Por lo tanto, se deduce que el exegeta debe estar atento a percibir la Palabra de Dios presente en los textos bíblicos situándolos en el seno de la fe misma de la Iglesia. La interpretación de las Sagradas Escrituras no puede ser sólo un esfuerzo científico individual, sino que debe ser siempre confrontada, integrada y autenticada por la tradición viva de la Iglesia. Esta norma es decisiva para precisar la relación correcta y recíproca entre la exégesis y el Magisterio de la Iglesia. Los textos inspirados por Dios fueron confiados a la comunidad de los creyentes, a la Iglesia de Cristo, para alimentar la fe y guiar la vida de caridad. El respeto de esta naturaleza profunda de las Escrituras condiciona la propia validez y eficacia de la hermenéutica bíblica. Esto comporta la insuficiencia de toda interpretación subjetiva o simplemente limitada a un análisis incapaz de acoger en sí el sentido global que a lo largo de los siglos ha constituido la Tradición de todo el Pueblo de Dios, que «in credendo falli nequit» (Conc. Ecum. Vat. II, constitución dogmática Lumen gentium, 12).

Queridos hermanos, deseo concluir mi intervención formulando a todos vosotros mi agradecimiento y alentándolos en vuestro valioso trabajo.

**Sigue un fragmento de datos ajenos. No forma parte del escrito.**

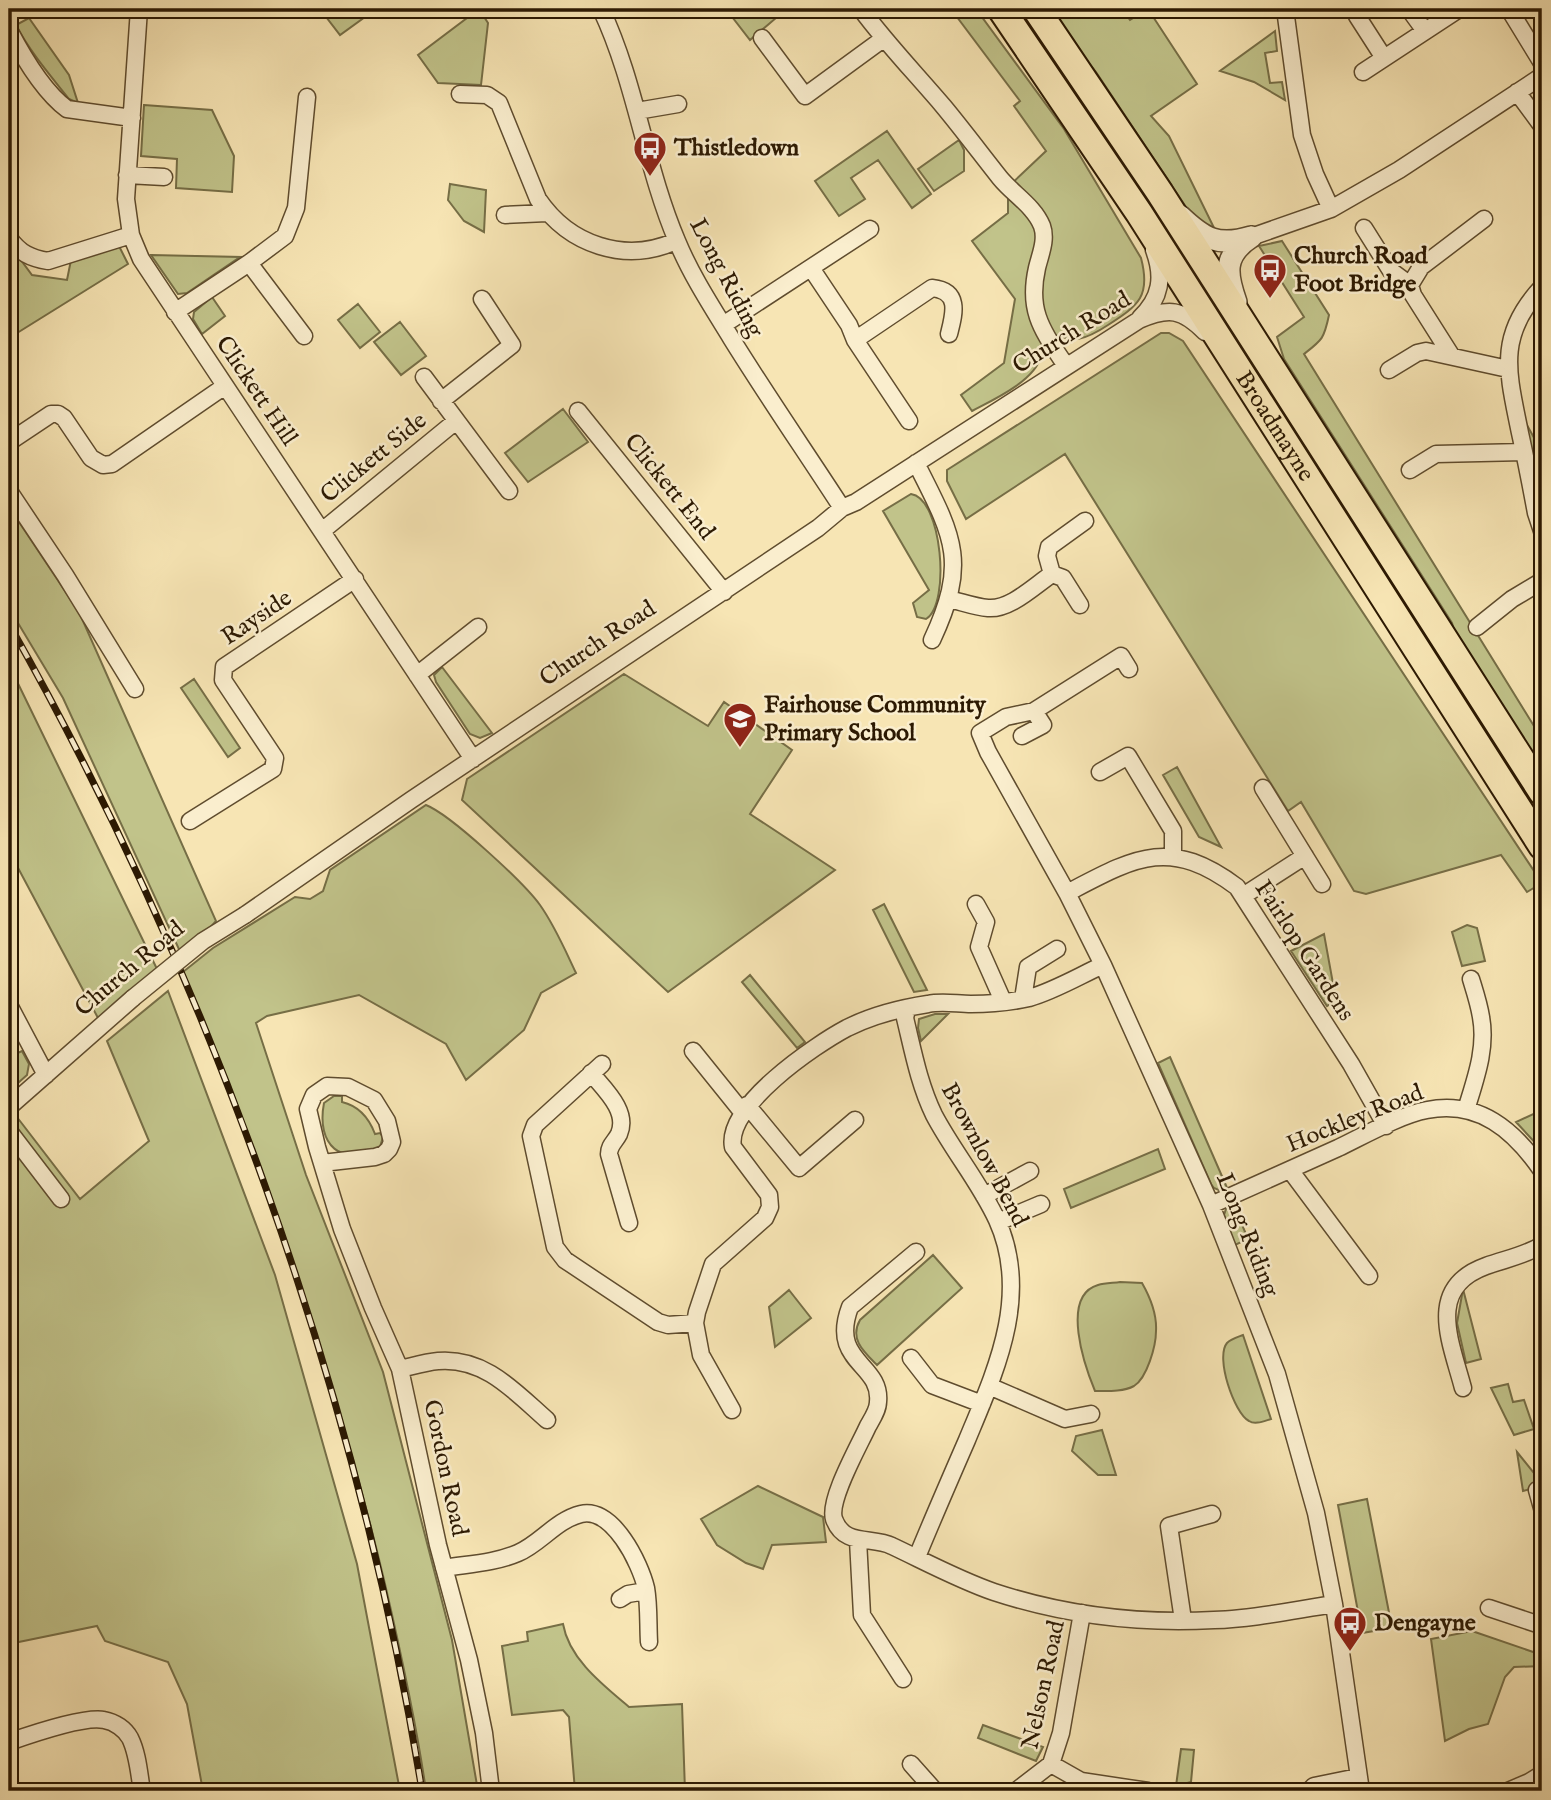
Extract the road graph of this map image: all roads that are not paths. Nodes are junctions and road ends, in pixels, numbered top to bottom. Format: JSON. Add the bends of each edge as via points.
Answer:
{"nodes":[{"id":1,"x":139,"y":9,"type":"edge"},
{"id":2,"x":601,"y":9,"type":"edge"},
{"id":3,"x":861,"y":9,"type":"edge"},
{"id":4,"x":1001,"y":9,"type":"edge"},
{"id":5,"x":1036,"y":9,"type":"edge"},
{"id":6,"x":1285,"y":9,"type":"edge"},
{"id":7,"x":1409,"y":9,"type":"edge"},
{"id":8,"x":1459,"y":9,"type":"edge"},
{"id":9,"x":1509,"y":9,"type":"edge"},
{"id":10,"x":1357,"y":16,"type":"dead end"},
{"id":11,"x":9,"y":30,"type":"edge"},
{"id":12,"x":1425,"y":31,"type":"junction"},
{"id":13,"x":762,"y":38,"type":"dead end"},
{"id":14,"x":883,"y":39,"type":"junction"},
{"id":15,"x":1384,"y":58,"type":"junction"},
{"id":16,"x":1542,"y":63,"type":"edge"},
{"id":17,"x":1363,"y":72,"type":"dead end"},
{"id":18,"x":1542,"y":76,"type":"edge"},
{"id":19,"x":1517,"y":92,"type":"junction"},
{"id":20,"x":460,"y":94,"type":"dead end"},
{"id":21,"x":306,"y":97,"type":"dead end"},
{"id":22,"x":678,"y":104,"type":"dead end"},
{"id":23,"x":637,"y":110,"type":"junction"},
{"id":24,"x":132,"y":118,"type":"junction"},
{"id":25,"x":1542,"y":126,"type":"edge"},
{"id":26,"x":127,"y":175,"type":"junction"},
{"id":27,"x":164,"y":177,"type":"dead end"},
{"id":28,"x":1160,"y":193,"type":"junction"},
{"id":29,"x":1331,"y":209,"type":"junction"},
{"id":30,"x":547,"y":213,"type":"junction"},
{"id":31,"x":1139,"y":213,"type":"junction"},
{"id":32,"x":505,"y":215,"type":"dead end"},
{"id":33,"x":1484,"y":219,"type":"dead end"},
{"id":34,"x":1364,"y":228,"type":"dead end"},
{"id":35,"x":870,"y":229,"type":"dead end"},
{"id":36,"x":131,"y":235,"type":"junction"},
{"id":37,"x":1251,"y":237,"type":"junction"},
{"id":38,"x":9,"y":238,"type":"edge"},
{"id":39,"x":676,"y":241,"type":"junction"},
{"id":40,"x":249,"y":263,"type":"junction"},
{"id":41,"x":811,"y":268,"type":"junction"},
{"id":42,"x":1410,"y":285,"type":"junction"},
{"id":43,"x":1542,"y":288,"type":"edge"},
{"id":44,"x":482,"y":299,"type":"dead end"},
{"id":45,"x":175,"y":312,"type":"junction"},
{"id":46,"x":1139,"y":320,"type":"junction"},
{"id":47,"x":723,"y":325,"type":"junction"},
{"id":48,"x":1245,"y":326,"type":"junction"},
{"id":49,"x":949,"y":334,"type":"dead end"},
{"id":50,"x":304,"y":337,"type":"dead end"},
{"id":51,"x":855,"y":340,"type":"junction"},
{"id":52,"x":1451,"y":355,"type":"junction"},
{"id":53,"x":1234,"y":363,"type":"junction"},
{"id":54,"x":1066,"y":366,"type":"junction"},
{"id":55,"x":1508,"y":369,"type":"junction"},
{"id":56,"x":1389,"y":370,"type":"dead end"},
{"id":57,"x":424,"y":377,"type":"dead end"},
{"id":58,"x":225,"y":386,"type":"junction"},
{"id":59,"x":441,"y":401,"type":"junction"},
{"id":60,"x":578,"y":411,"type":"dead end"},
{"id":61,"x":456,"y":421,"type":"junction"},
{"id":62,"x":909,"y":421,"type":"dead end"},
{"id":63,"x":9,"y":442,"type":"edge"},
{"id":64,"x":1524,"y":452,"type":"junction"},
{"id":65,"x":916,"y":463,"type":"junction"},
{"id":66,"x":1410,"y":470,"type":"dead end"},
{"id":67,"x":9,"y":491,"type":"edge"},
{"id":68,"x":509,"y":491,"type":"dead end"},
{"id":69,"x":842,"y":508,"type":"junction"},
{"id":70,"x":1085,"y":521,"type":"dead end"},
{"id":71,"x":322,"y":531,"type":"junction"},
{"id":72,"x":1542,"y":531,"type":"edge"},
{"id":73,"x":1052,"y":574,"type":"junction"},
{"id":74,"x":355,"y":579,"type":"junction"},
{"id":75,"x":1542,"y":581,"type":"edge"},
{"id":76,"x":724,"y":592,"type":"junction"},
{"id":77,"x":949,"y":598,"type":"junction"},
{"id":78,"x":1080,"y":606,"type":"dead end"},
{"id":79,"x":478,"y":627,"type":"dead end"},
{"id":80,"x":1477,"y":627,"type":"dead end"},
{"id":81,"x":932,"y":640,"type":"dead end"},
{"id":82,"x":1129,"y":669,"type":"dead end"},
{"id":83,"x":417,"y":675,"type":"junction"},
{"id":84,"x":135,"y":688,"type":"dead end"},
{"id":85,"x":1034,"y":710,"type":"junction"},
{"id":86,"x":1022,"y":736,"type":"dead end"},
{"id":87,"x":473,"y":759,"type":"junction"},
{"id":88,"x":1100,"y":772,"type":"dead end"},
{"id":89,"x":1263,"y":788,"type":"dead end"},
{"id":90,"x":1542,"y":792,"type":"edge"},
{"id":91,"x":190,"y":821,"type":"dead end"},
{"id":92,"x":1542,"y":846,"type":"edge"},
{"id":93,"x":1173,"y":856,"type":"junction"},
{"id":94,"x":1305,"y":856,"type":"junction"},
{"id":95,"x":1322,"y":884,"type":"dead end"},
{"id":96,"x":1068,"y":893,"type":"junction"},
{"id":97,"x":1243,"y":896,"type":"junction"},
{"id":98,"x":976,"y":904,"type":"dead end"},
{"id":99,"x":1057,"y":949,"type":"dead end"},
{"id":100,"x":1103,"y":965,"type":"junction"},
{"id":101,"x":1471,"y":979,"type":"dead end"},
{"id":102,"x":1023,"y":999,"type":"junction"},
{"id":103,"x":1003,"y":1002,"type":"junction"},
{"id":104,"x":9,"y":1005,"type":"edge"},
{"id":105,"x":907,"y":1009,"type":"junction"},
{"id":106,"x":693,"y":1051,"type":"dead end"},
{"id":107,"x":46,"y":1075,"type":"junction"},
{"id":108,"x":9,"y":1107,"type":"edge"},
{"id":109,"x":745,"y":1109,"type":"junction"},
{"id":110,"x":1466,"y":1110,"type":"junction"},
{"id":111,"x":855,"y":1121,"type":"dead end"},
{"id":112,"x":1386,"y":1126,"type":"junction"},
{"id":113,"x":9,"y":1131,"type":"edge"},
{"id":114,"x":322,"y":1163,"type":"junction"},
{"id":115,"x":1290,"y":1170,"type":"junction"},
{"id":116,"x":1030,"y":1171,"type":"dead end"},
{"id":117,"x":1542,"y":1171,"type":"edge"},
{"id":118,"x":984,"y":1196,"type":"junction"},
{"id":119,"x":61,"y":1199,"type":"dead end"},
{"id":120,"x":1041,"y":1204,"type":"dead end"},
{"id":121,"x":1211,"y":1205,"type":"junction"},
{"id":122,"x":998,"y":1222,"type":"junction"},
{"id":123,"x":629,"y":1223,"type":"dead end"},
{"id":124,"x":1542,"y":1245,"type":"edge"},
{"id":125,"x":916,"y":1252,"type":"dead end"},
{"id":126,"x":1369,"y":1276,"type":"dead end"},
{"id":127,"x":695,"y":1323,"type":"junction"},
{"id":128,"x":911,"y":1359,"type":"dead end"},
{"id":129,"x":400,"y":1369,"type":"junction"},
{"id":130,"x":989,"y":1386,"type":"junction"},
{"id":131,"x":1463,"y":1388,"type":"dead end"},
{"id":132,"x":982,"y":1404,"type":"junction"},
{"id":133,"x":732,"y":1410,"type":"dead end"},
{"id":134,"x":1091,"y":1414,"type":"dead end"},
{"id":135,"x":547,"y":1420,"type":"dead end"},
{"id":136,"x":1537,"y":1490,"type":"dead end"},
{"id":137,"x":1542,"y":1508,"type":"edge"},
{"id":138,"x":1212,"y":1514,"type":"dead end"},
{"id":139,"x":858,"y":1540,"type":"junction"},
{"id":140,"x":917,"y":1557,"type":"junction"},
{"id":141,"x":444,"y":1568,"type":"junction"},
{"id":142,"x":646,"y":1591,"type":"junction"},
{"id":143,"x":620,"y":1600,"type":"dead end"},
{"id":144,"x":1334,"y":1604,"type":"junction"},
{"id":145,"x":1489,"y":1608,"type":"dead end"},
{"id":146,"x":1082,"y":1613,"type":"junction"},
{"id":147,"x":1183,"y":1620,"type":"junction"},
{"id":148,"x":1542,"y":1621,"type":"edge"},
{"id":149,"x":649,"y":1642,"type":"dead end"},
{"id":150,"x":903,"y":1679,"type":"dead end"},
{"id":151,"x":9,"y":1742,"type":"edge"},
{"id":152,"x":911,"y":1763,"type":"dead end"},
{"id":153,"x":1051,"y":1765,"type":"junction"},
{"id":154,"x":1542,"y":1774,"type":"edge"},
{"id":155,"x":1360,"y":1784,"type":"edge"},
{"id":156,"x":142,"y":1791,"type":"edge"},
{"id":157,"x":491,"y":1791,"type":"edge"},
{"id":158,"x":935,"y":1791,"type":"edge"},
{"id":159,"x":1016,"y":1791,"type":"edge"},
{"id":160,"x":1148,"y":1791,"type":"edge"},
{"id":161,"x":1309,"y":1791,"type":"edge"},
{"id":162,"x":1508,"y":1791,"type":"edge"}],
"edges":[{"from":1,"to":24,"type":"street","name":"Clickett Hill"},
{"from":2,"to":23,"type":"street","name":"Long Riding"},
{"from":3,"to":14,"type":"street"},
{"from":4,"to":31,"type":"main road","name":"Broadmayne"},
{"from":5,"to":28,"type":"main road","name":"Broadmayne"},
{"from":6,"to":29,"type":"street","via":[[1302,135]]},
{"from":7,"to":12,"type":"street"},
{"from":8,"to":12,"type":"street"},
{"from":9,"to":16,"type":"street"},
{"from":10,"to":15,"type":"street"},
{"from":11,"to":24,"type":"street","via":[[30,65],[67,109]]},
{"from":12,"to":15,"type":"street"},
{"from":13,"to":14,"type":"street","via":[[805,96]]},
{"from":14,"to":54,"type":"street","via":[[1042,226],[1035,313]]},
{"from":15,"to":17,"type":"street"},
{"from":18,"to":19,"type":"street"},
{"from":19,"to":25,"type":"street"},
{"from":19,"to":29,"type":"street"},
{"from":20,"to":30,"type":"street","via":[[487,95],[499,103]]},
{"from":21,"to":40,"type":"street","via":[[292,223],[285,236]]},
{"from":22,"to":23,"type":"street"},
{"from":23,"to":39,"type":"street","name":"Long Riding"},
{"from":24,"to":26,"type":"street","name":"Clickett Hill"},
{"from":26,"to":27,"type":"street"},
{"from":26,"to":36,"type":"street","name":"Clickett Hill"},
{"from":28,"to":37,"type":"street","via":[[1206,237],[1222,242]]},
{"from":28,"to":48,"type":"main road","name":"Broadmayne"},
{"from":29,"to":37,"type":"street"},
{"from":30,"to":32,"type":"street"},
{"from":30,"to":39,"type":"street","via":[[579,238],[610,250],[644,251]]},
{"from":31,"to":46,"type":"street","via":[[1161,277],[1157,297]]},
{"from":31,"to":53,"type":"main road","name":"Broadmayne"},
{"from":33,"to":42,"type":"street","via":[[1421,267]]},
{"from":34,"to":42,"type":"street","via":[[1391,271]]},
{"from":35,"to":41,"type":"street"},
{"from":36,"to":38,"type":"street","via":[[48,261],[23,254]]},
{"from":36,"to":45,"type":"street","name":"Clickett Hill"},
{"from":37,"to":48,"type":"street","via":[[1240,244],[1229,266],[1231,288]]},
{"from":39,"to":47,"type":"street","name":"Long Riding"},
{"from":40,"to":45,"type":"street"},
{"from":40,"to":50,"type":"street"},
{"from":41,"to":47,"type":"street"},
{"from":41,"to":51,"type":"street"},
{"from":42,"to":52,"type":"street"},
{"from":43,"to":55,"type":"street","via":[[1518,318]]},
{"from":44,"to":59,"type":"street","via":[[512,345]]},
{"from":45,"to":58,"type":"street","name":"Clickett Hill"},
{"from":46,"to":53,"type":"street","name":"Church Road","via":[[1166,311],[1183,314]]},
{"from":46,"to":54,"type":"street","name":"Church Road"},
{"from":47,"to":69,"type":"street","name":"Long Riding"},
{"from":48,"to":90,"type":"main road","name":"Broadmayne"},
{"from":49,"to":51,"type":"street","via":[[953,302],[944,291],[932,288]]},
{"from":51,"to":62,"type":"street"},
{"from":52,"to":55,"type":"street"},
{"from":52,"to":56,"type":"street","via":[[1421,352]]},
{"from":53,"to":92,"type":"main road","name":"Broadmayne"},
{"from":54,"to":65,"type":"street","name":"Church Road"},
{"from":55,"to":64,"type":"street"},
{"from":57,"to":59,"type":"street"},
{"from":58,"to":63,"type":"street","via":[[112,464],[91,458],[58,414]]},
{"from":58,"to":71,"type":"street","name":"Clickett Hill"},
{"from":59,"to":61,"type":"street"},
{"from":60,"to":76,"type":"street","name":"Clickett End"},
{"from":61,"to":68,"type":"street"},
{"from":61,"to":71,"type":"street","name":"Clickett Side"},
{"from":64,"to":66,"type":"street","via":[[1436,454]]},
{"from":64,"to":72,"type":"street"},
{"from":65,"to":69,"type":"street","name":"Church Road"},
{"from":65,"to":77,"type":"street","via":[[953,551]]},
{"from":67,"to":84,"type":"street"},
{"from":69,"to":76,"type":"street","name":"Church Road"},
{"from":70,"to":73,"type":"street","via":[[1049,547]]},
{"from":71,"to":74,"type":"street","name":"Clickett Hill"},
{"from":73,"to":77,"type":"street","via":[[1000,607]]},
{"from":73,"to":78,"type":"street","via":[[1063,578]]},
{"from":74,"to":83,"type":"street","name":"Clickett Hill"},
{"from":74,"to":91,"type":"street","name":"Rayside","via":[[224,667],[223,680],[275,758],[273,769]]},
{"from":75,"to":80,"type":"street"},
{"from":76,"to":87,"type":"street","name":"Church Road"},
{"from":77,"to":81,"type":"street"},
{"from":79,"to":83,"type":"street"},
{"from":82,"to":85,"type":"street","via":[[1121,656]]},
{"from":83,"to":87,"type":"street","name":"Clickett Hill"},
{"from":85,"to":86,"type":"street","via":[[1043,725]]},
{"from":85,"to":96,"type":"street","name":"Long Riding","via":[[1006,717],[980,733]]},
{"from":87,"to":107,"type":"street","name":"Church Road","bridge":true,"via":[[203,942]]},
{"from":88,"to":93,"type":"street","via":[[1128,755],[1173,831]]},
{"from":89,"to":94,"type":"street"},
{"from":93,"to":96,"type":"street","name":"Fairlop Gardens","via":[[1125,863]]},
{"from":93,"to":97,"type":"street","name":"Fairlop Gardens","via":[[1217,872]]},
{"from":94,"to":95,"type":"street"},
{"from":94,"to":97,"type":"street"},
{"from":96,"to":100,"type":"street","name":"Long Riding"},
{"from":97,"to":112,"type":"street","name":"Fairlop Gardens"},
{"from":98,"to":103,"type":"street","via":[[986,922],[979,947]]},
{"from":99,"to":102,"type":"street","via":[[1028,967]]},
{"from":100,"to":102,"type":"street"},
{"from":100,"to":121,"type":"street","name":"Long Riding"},
{"from":101,"to":110,"type":"street","via":[[1482,1038]]},
{"from":102,"to":103,"type":"street"},
{"from":103,"to":105,"type":"street","via":[[931,1003]]},
{"from":104,"to":107,"type":"street"},
{"from":105,"to":109,"type":"street","via":[[848,1028],[760,1091]]},
{"from":105,"to":118,"type":"street","name":"Brownlow Bend","via":[[905,1018],[922,1087]]},
{"from":106,"to":109,"type":"street"},
{"from":107,"to":108,"type":"street","name":"Church Road"},
{"from":109,"to":111,"type":"street","via":[[799,1168]]},
{"from":109,"to":127,"type":"street","via":[[733,1132],[733,1146],[769,1195],[770,1207],[765,1218],[713,1264]]},
{"from":110,"to":112,"type":"street","name":"Hockley Road","via":[[1424,1110]]},
{"from":110,"to":117,"type":"street","name":"Hockley Road","via":[[1510,1131]]},
{"from":112,"to":115,"type":"street","name":"Hockley Road"},
{"from":113,"to":119,"type":"street"},
{"from":114,"to":114,"type":"street","name":"Gordon Road","via":[[308,1109],[314,1095],[336,1085],[361,1091],[374,1100],[387,1121],[389,1149],[375,1157]]},
{"from":114,"to":129,"type":"street","name":"Gordon Road","via":[[342,1229]]},
{"from":115,"to":121,"type":"street","name":"Hockley Road"},
{"from":115,"to":126,"type":"street"},
{"from":116,"to":118,"type":"street"},
{"from":118,"to":122,"type":"street","name":"Brownlow Bend"},
{"from":120,"to":122,"type":"street"},
{"from":121,"to":144,"type":"street","name":"Long Riding","via":[[1290,1417]]},
{"from":122,"to":130,"type":"street","name":"Brownlow Bend","via":[[1011,1295],[1006,1335]]},
{"from":123,"to":127,"type":"street","via":[[609,1154],[620,1132],[620,1112],[596,1069],[535,1125],[531,1136],[555,1247],[565,1260],[658,1322]]},
{"from":124,"to":131,"type":"street","via":[[1480,1268],[1454,1286],[1447,1324]]},
{"from":125,"to":139,"type":"street","via":[[850,1307],[845,1320],[848,1348],[873,1381],[878,1403],[833,1507],[843,1533]]},
{"from":127,"to":133,"type":"street","via":[[702,1355]]},
{"from":128,"to":132,"type":"street","via":[[932,1385]]},
{"from":129,"to":135,"type":"street","via":[[453,1360],[475,1365],[494,1374]]},
{"from":129,"to":141,"type":"street","name":"Gordon Road"},
{"from":130,"to":132,"type":"street","name":"Brownlow Bend"},
{"from":130,"to":134,"type":"street","via":[[1065,1419]]},
{"from":132,"to":140,"type":"street","name":"Brownlow Bend"},
{"from":136,"to":137,"type":"street"},
{"from":138,"to":147,"type":"street","via":[[1169,1526]]},
{"from":139,"to":140,"type":"street","via":[[884,1542]]},
{"from":139,"to":150,"type":"street","via":[[862,1615]]},
{"from":140,"to":146,"type":"street","via":[[994,1592]]},
{"from":141,"to":142,"type":"street","via":[[519,1553],[566,1520],[589,1513],[612,1523],[635,1560]]},
{"from":141,"to":157,"type":"street","name":"Gordon Road","via":[[470,1660]]},
{"from":142,"to":143,"type":"street"},
{"from":142,"to":149,"type":"street"},
{"from":144,"to":147,"type":"street","via":[[1254,1617]]},
{"from":144,"to":155,"type":"street","name":"Long Riding"},
{"from":145,"to":148,"type":"street","via":[[1537,1624]]},
{"from":146,"to":147,"type":"street"},
{"from":146,"to":153,"type":"street","name":"Nelson Road"},
{"from":151,"to":156,"type":"street","via":[[93,1719],[113,1723],[130,1738]]},
{"from":152,"to":158,"type":"street"},
{"from":153,"to":159,"type":"street","name":"Nelson Road"},
{"from":153,"to":160,"type":"street","via":[[1081,1781]]},
{"from":154,"to":162,"type":"street"},
{"from":155,"to":161,"type":"street","via":[[1314,1786]]}]}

El Señor Jesucristo, Verbo de Dios encarnado y divino Maestro que abrió la mente y el corazón de sus discípulos a la inteligencia de las Escrituras (cf. Lc 24, 45), guíe y sostenga siempre vuestra actividad. Que la Virgen María, modelo de docilidad y obediencia a la Palabra de Dios, os enseñe a acoger plenamente la riqueza inagotable de la Sagrada Escritura no sólo a través de la investigación intelectual, sino en la oración y en toda vuestra vida de creyentes, sobre todo en este Año de la fe, a fin de que vuestro trabajo contribuya a hacer resplandecer la luz de la Sagrada Escritura en el corazón de los fieles. Y deseándoos una fructífera continuación de vuestras actividades, invoco sobre vosotros la luz del Espíritu Santo e imparto a todos vosotros mi bendición.